What is expected: Reprint the entries without altering anything.

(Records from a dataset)

◇ ◇ ◇ ◇ ◇

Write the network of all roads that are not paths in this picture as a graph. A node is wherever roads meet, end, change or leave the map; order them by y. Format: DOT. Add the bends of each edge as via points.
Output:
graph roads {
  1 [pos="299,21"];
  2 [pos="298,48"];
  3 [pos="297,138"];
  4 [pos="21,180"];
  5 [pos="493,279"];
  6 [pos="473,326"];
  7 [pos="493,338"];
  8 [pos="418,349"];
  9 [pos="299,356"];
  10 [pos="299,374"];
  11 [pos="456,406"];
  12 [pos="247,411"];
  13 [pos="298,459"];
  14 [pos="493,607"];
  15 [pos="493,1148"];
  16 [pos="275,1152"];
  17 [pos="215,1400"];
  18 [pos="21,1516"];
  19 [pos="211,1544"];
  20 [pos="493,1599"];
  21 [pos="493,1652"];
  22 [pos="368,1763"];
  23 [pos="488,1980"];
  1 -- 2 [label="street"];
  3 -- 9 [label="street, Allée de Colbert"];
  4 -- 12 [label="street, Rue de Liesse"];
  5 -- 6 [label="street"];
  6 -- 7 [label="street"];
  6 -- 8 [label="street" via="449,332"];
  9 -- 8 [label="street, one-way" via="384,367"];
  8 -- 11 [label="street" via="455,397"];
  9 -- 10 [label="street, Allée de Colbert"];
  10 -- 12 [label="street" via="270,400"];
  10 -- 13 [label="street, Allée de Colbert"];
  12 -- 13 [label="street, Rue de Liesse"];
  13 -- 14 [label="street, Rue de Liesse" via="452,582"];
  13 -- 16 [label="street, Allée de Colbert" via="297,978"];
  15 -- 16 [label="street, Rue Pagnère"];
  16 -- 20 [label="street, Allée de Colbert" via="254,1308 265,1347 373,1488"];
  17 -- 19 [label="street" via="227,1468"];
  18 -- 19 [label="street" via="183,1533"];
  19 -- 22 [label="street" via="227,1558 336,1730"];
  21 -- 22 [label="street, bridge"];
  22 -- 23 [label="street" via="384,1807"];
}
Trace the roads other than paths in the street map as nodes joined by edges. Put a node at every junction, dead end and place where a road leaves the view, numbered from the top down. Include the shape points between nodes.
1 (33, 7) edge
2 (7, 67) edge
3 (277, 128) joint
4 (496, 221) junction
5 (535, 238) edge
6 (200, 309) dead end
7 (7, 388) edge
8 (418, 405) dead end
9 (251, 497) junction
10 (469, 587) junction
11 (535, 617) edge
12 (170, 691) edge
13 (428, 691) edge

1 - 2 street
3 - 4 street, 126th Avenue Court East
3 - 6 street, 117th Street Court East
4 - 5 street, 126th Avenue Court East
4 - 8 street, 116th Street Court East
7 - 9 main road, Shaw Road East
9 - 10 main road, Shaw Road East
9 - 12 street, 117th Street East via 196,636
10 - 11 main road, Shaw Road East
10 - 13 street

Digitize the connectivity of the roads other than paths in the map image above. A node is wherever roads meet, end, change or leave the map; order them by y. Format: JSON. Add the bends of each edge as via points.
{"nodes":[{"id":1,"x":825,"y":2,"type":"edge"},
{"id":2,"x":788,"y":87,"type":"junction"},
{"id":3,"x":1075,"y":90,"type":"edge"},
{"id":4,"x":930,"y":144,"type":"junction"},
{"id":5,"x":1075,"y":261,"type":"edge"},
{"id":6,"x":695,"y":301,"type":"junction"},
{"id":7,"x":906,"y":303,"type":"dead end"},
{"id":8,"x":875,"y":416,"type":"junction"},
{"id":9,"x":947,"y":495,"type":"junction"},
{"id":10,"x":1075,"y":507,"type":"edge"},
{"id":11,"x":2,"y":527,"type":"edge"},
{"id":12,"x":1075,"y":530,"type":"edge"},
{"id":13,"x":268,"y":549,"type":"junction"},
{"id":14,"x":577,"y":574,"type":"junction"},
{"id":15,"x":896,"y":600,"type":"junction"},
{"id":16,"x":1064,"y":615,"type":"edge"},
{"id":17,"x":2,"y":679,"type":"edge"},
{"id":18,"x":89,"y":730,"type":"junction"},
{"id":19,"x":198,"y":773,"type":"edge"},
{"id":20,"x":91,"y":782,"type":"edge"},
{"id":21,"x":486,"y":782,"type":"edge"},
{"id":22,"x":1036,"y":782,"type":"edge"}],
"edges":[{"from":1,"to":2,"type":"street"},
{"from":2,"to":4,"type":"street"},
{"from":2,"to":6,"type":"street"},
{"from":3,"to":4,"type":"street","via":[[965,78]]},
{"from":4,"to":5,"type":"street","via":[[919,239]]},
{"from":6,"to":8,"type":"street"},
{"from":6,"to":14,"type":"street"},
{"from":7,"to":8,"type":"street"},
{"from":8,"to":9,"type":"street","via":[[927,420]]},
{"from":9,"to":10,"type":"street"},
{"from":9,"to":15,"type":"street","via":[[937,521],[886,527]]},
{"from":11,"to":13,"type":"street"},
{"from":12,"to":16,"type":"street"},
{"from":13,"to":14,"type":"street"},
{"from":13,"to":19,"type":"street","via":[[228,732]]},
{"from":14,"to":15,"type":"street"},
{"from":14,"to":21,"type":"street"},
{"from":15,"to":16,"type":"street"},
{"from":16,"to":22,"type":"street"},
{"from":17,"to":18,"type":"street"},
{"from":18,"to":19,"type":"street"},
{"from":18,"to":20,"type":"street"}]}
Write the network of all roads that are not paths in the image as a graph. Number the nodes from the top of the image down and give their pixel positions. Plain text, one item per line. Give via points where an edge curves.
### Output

◇ ◇ ◇ ◇ ◇

Response area:
Write the network of all roads that are not paths in this picture as a graph. A node is wherever roads meet, end, change or leave the map; order them by y. Format: DOT. Add the bends of each edge as via points.
Output:
graph roads {
  1 [pos="299,21"];
  2 [pos="298,48"];
  3 [pos="297,138"];
  4 [pos="21,180"];
  5 [pos="493,279"];
  6 [pos="473,326"];
  7 [pos="493,338"];
  8 [pos="418,349"];
  9 [pos="299,356"];
  10 [pos="299,374"];
  11 [pos="456,406"];
  12 [pos="247,411"];
  13 [pos="298,459"];
  14 [pos="493,607"];
  15 [pos="493,1148"];
  16 [pos="275,1152"];
  17 [pos="215,1400"];
  18 [pos="21,1516"];
  19 [pos="211,1544"];
  20 [pos="493,1599"];
  21 [pos="493,1652"];
  22 [pos="368,1763"];
  23 [pos="488,1980"];
  1 -- 2 [label="street"];
  3 -- 9 [label="street, Allée de Colbert"];
  4 -- 12 [label="street, Rue de Liesse"];
  5 -- 6 [label="street"];
  6 -- 7 [label="street"];
  6 -- 8 [label="street" via="449,332"];
  9 -- 8 [label="street, one-way" via="384,367"];
  8 -- 11 [label="street" via="455,397"];
  9 -- 10 [label="street, Allée de Colbert"];
  10 -- 12 [label="street" via="270,400"];
  10 -- 13 [label="street, Allée de Colbert"];
  12 -- 13 [label="street, Rue de Liesse"];
  13 -- 14 [label="street, Rue de Liesse" via="452,582"];
  13 -- 16 [label="street, Allée de Colbert" via="297,978"];
  15 -- 16 [label="street, Rue Pagnère"];
  16 -- 20 [label="street, Allée de Colbert" via="254,1308 265,1347 373,1488"];
  17 -- 19 [label="street" via="227,1468"];
  18 -- 19 [label="street" via="183,1533"];
  19 -- 22 [label="street" via="227,1558 336,1730"];
  21 -- 22 [label="street, bridge"];
  22 -- 23 [label="street" via="384,1807"];
}
Trace the roads other than paths in the street map as nodes joined by edges. Put a node at every junction, dead end and place where a road leaves the view, numbered from the top down. Include the shape points between nodes.
1 (33, 7) edge
2 (7, 67) edge
3 (277, 128) joint
4 (496, 221) junction
5 (535, 238) edge
6 (200, 309) dead end
7 (7, 388) edge
8 (418, 405) dead end
9 (251, 497) junction
10 (469, 587) junction
11 (535, 617) edge
12 (170, 691) edge
13 (428, 691) edge

1 - 2 street
3 - 4 street, 126th Avenue Court East
3 - 6 street, 117th Street Court East
4 - 5 street, 126th Avenue Court East
4 - 8 street, 116th Street Court East
7 - 9 main road, Shaw Road East
9 - 10 main road, Shaw Road East
9 - 12 street, 117th Street East via 196,636
10 - 11 main road, Shaw Road East
10 - 13 street

Digitize the connectivity of the roads other than paths in the map image above. A node is wherever roads meet, end, change or leave the map; order them by y. Format: JSON. Add the bends of each edge as via points.
{"nodes":[{"id":1,"x":825,"y":2,"type":"edge"},
{"id":2,"x":788,"y":87,"type":"junction"},
{"id":3,"x":1075,"y":90,"type":"edge"},
{"id":4,"x":930,"y":144,"type":"junction"},
{"id":5,"x":1075,"y":261,"type":"edge"},
{"id":6,"x":695,"y":301,"type":"junction"},
{"id":7,"x":906,"y":303,"type":"dead end"},
{"id":8,"x":875,"y":416,"type":"junction"},
{"id":9,"x":947,"y":495,"type":"junction"},
{"id":10,"x":1075,"y":507,"type":"edge"},
{"id":11,"x":2,"y":527,"type":"edge"},
{"id":12,"x":1075,"y":530,"type":"edge"},
{"id":13,"x":268,"y":549,"type":"junction"},
{"id":14,"x":577,"y":574,"type":"junction"},
{"id":15,"x":896,"y":600,"type":"junction"},
{"id":16,"x":1064,"y":615,"type":"edge"},
{"id":17,"x":2,"y":679,"type":"edge"},
{"id":18,"x":89,"y":730,"type":"junction"},
{"id":19,"x":198,"y":773,"type":"edge"},
{"id":20,"x":91,"y":782,"type":"edge"},
{"id":21,"x":486,"y":782,"type":"edge"},
{"id":22,"x":1036,"y":782,"type":"edge"}],
"edges":[{"from":1,"to":2,"type":"street"},
{"from":2,"to":4,"type":"street"},
{"from":2,"to":6,"type":"street"},
{"from":3,"to":4,"type":"street","via":[[965,78]]},
{"from":4,"to":5,"type":"street","via":[[919,239]]},
{"from":6,"to":8,"type":"street"},
{"from":6,"to":14,"type":"street"},
{"from":7,"to":8,"type":"street"},
{"from":8,"to":9,"type":"street","via":[[927,420]]},
{"from":9,"to":10,"type":"street"},
{"from":9,"to":15,"type":"street","via":[[937,521],[886,527]]},
{"from":11,"to":13,"type":"street"},
{"from":12,"to":16,"type":"street"},
{"from":13,"to":14,"type":"street"},
{"from":13,"to":19,"type":"street","via":[[228,732]]},
{"from":14,"to":15,"type":"street"},
{"from":14,"to":21,"type":"street"},
{"from":15,"to":16,"type":"street"},
{"from":16,"to":22,"type":"street"},
{"from":17,"to":18,"type":"street"},
{"from":18,"to":19,"type":"street"},
{"from":18,"to":20,"type":"street"}]}
Write the network of all roads that are not paths in the image as a graph. Number the nodes from the top of the image down and give their pixel positions. Plain text, one item per line. Give via points where an edge curves.
### Output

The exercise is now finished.